The appellant filed a brief on March 27, 2000, stating that the parties had agreed to a remand of the shoulder claim and arguing for a remand of the back and knee claims. On September 28, 2000, the Secretary filed a motion in lieu of a brief urging the Court to remand the shoulder claim but to affirm the Board’s decision in all other respects. On December 21, 2000, the Court ordered the Secretary to show cause why, in light of the Veterans Claims Assistance Act of 2000 (VCAA), Pub.L. No. 106^75, 114 Stat.2096 (Nov. 9, 2000), the Board decision should not be vacated in its entirety and the matters remanded for readjudication. In response, on January 22, 2001, citing the VCAA, the Secretary Med an unopposed motion to vacate the Board decision and remand all claims.
On consideration of the foregoing, it is ORDERED that the Secretary’s unopposed motion to vacate is granted. It is further
ORDERED that the March 18, 1999, decision of the Board is VACATED and the matter is REMANDED for readju-dication.

Id. at 1-2 (emphasis added).

In the appellant’s EAJA application, he argues that he is a prevailing party on the basis of having secured a remand, and alleges that the position of the Secretary was not substantially justified. Application (Appl.) at 2-4. In the Secretary’s *270July 16, 2001, response to the appellant’s application, the Secretary argues that the appellant is not a prevailing party, and that the position of the Secretary was substantially justified at both the administrative and litigation stages. Secretary’s EAJA Resp. at 3-4. As to the initial concession of a remand of the shoulder claim, the Secretary states: “The Court is not bound by the parties’ agreement that a partial remand was necessary, and could have concluded that remand was not appropriate despite the parties’ urging.” Id. at 14. In his October 19, 2001, reply, the appellant reiterates his contentions that he is a prevailing party and that the position of the Secretary at the administrative level was not substantially justified.
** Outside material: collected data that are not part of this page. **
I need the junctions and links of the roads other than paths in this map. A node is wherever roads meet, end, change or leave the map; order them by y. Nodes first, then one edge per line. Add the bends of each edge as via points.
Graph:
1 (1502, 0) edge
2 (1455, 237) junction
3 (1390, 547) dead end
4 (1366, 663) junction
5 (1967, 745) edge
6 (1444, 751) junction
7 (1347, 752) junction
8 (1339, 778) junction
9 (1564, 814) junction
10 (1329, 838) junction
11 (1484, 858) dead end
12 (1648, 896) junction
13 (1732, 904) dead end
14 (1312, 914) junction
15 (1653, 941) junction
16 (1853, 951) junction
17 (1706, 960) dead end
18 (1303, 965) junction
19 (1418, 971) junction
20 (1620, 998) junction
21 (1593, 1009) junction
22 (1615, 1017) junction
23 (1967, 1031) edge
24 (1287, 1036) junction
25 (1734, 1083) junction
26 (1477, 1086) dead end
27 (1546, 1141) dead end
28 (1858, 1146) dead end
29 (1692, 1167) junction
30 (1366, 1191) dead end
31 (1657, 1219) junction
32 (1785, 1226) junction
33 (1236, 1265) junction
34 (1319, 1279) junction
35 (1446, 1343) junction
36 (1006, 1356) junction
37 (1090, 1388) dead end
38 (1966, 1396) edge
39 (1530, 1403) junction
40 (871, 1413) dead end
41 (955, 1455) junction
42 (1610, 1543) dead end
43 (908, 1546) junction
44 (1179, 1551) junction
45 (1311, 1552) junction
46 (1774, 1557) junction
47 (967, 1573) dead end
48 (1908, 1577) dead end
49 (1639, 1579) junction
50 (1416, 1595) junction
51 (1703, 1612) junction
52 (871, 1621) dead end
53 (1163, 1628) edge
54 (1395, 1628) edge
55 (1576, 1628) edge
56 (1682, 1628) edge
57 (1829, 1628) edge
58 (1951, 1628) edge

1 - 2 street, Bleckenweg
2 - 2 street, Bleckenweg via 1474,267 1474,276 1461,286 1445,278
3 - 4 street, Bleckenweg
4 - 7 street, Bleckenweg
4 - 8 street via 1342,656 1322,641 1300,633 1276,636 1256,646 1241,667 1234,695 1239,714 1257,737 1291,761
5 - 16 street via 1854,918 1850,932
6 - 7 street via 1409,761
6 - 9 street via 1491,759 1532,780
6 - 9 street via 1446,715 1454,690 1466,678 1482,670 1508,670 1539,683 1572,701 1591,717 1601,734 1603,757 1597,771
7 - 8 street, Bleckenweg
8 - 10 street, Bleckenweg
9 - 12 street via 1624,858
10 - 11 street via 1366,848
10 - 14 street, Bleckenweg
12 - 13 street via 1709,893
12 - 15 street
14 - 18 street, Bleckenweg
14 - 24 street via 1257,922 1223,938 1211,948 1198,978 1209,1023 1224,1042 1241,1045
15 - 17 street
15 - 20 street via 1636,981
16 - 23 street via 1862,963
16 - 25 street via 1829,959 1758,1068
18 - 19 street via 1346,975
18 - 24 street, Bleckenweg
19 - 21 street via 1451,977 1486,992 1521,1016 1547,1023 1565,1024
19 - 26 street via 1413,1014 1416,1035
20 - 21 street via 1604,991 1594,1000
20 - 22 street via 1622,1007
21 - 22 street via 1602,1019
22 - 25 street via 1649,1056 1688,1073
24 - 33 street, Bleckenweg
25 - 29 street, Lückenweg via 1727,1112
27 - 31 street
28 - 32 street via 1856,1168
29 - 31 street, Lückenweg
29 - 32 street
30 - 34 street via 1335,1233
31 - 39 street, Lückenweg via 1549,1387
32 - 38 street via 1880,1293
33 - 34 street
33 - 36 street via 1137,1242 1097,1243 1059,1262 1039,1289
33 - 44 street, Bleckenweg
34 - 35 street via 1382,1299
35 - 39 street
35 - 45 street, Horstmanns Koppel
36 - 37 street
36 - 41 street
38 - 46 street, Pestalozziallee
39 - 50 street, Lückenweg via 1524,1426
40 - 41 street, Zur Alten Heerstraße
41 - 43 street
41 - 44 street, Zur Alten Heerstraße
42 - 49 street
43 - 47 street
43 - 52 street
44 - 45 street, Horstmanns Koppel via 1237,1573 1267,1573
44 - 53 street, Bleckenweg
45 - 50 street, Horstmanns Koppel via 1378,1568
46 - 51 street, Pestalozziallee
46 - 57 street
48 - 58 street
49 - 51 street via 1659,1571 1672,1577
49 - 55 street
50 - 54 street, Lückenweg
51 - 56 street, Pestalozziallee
Appellant’s EAJA Reply at 1. Specifically, he contends that he is a prevailing party under the “inevitable victory” theory, and notes: “In this regard, [the ajppellant points to the Secretary’s admission in his brief that the Board decision herein was erroneous with respect to one claim and that the decision with respect to that claim should be vacated and remanded.” Id. at 2-3.

In the Court’s December 2001 order denying the EAJA application, the Court concluded: “The remand ordered in this matter was predicated upon the change in law brought about by the enactment of the VCAA and not upon any finding by the Court of administrative error.” Initial EAJA Order at *1. The Court concluded that, pursuant to Sumner v. Principi, 15 Vet.App. 256, 264 (2001) (en banc), and Vaughn v. Principi, 15 Vet.App. 277, 280 (2001) (per curiam order), such a remand could not confer prevailing-party status. Ibid.

The appellant then timely filed a motion for a panel decision. Therein, the appellant asserts that he is a prevailing party pursuant to Sumner, supra, because of the acknowledgment of error in the Secretary’s September 2000 motion. Mot. for Panel Decision at 2. On February 4, 2002, a panel of the Court issued an order instructing the Secretary to respond to the appellant’s motion for a panel decision and allowing the appellant to file a reply to the Secretary’s response. Briddell v. Principi, 15 Vet.App. 413, 413 (2002) (per curiam order). A concurring statement invited the parties to address the implications, if any, of Jacobsen v. West, 12 Vet.App. 546, 546-48 (1999), for the prevailing-party analysis. Ibid. (Steinberg, J., concurring).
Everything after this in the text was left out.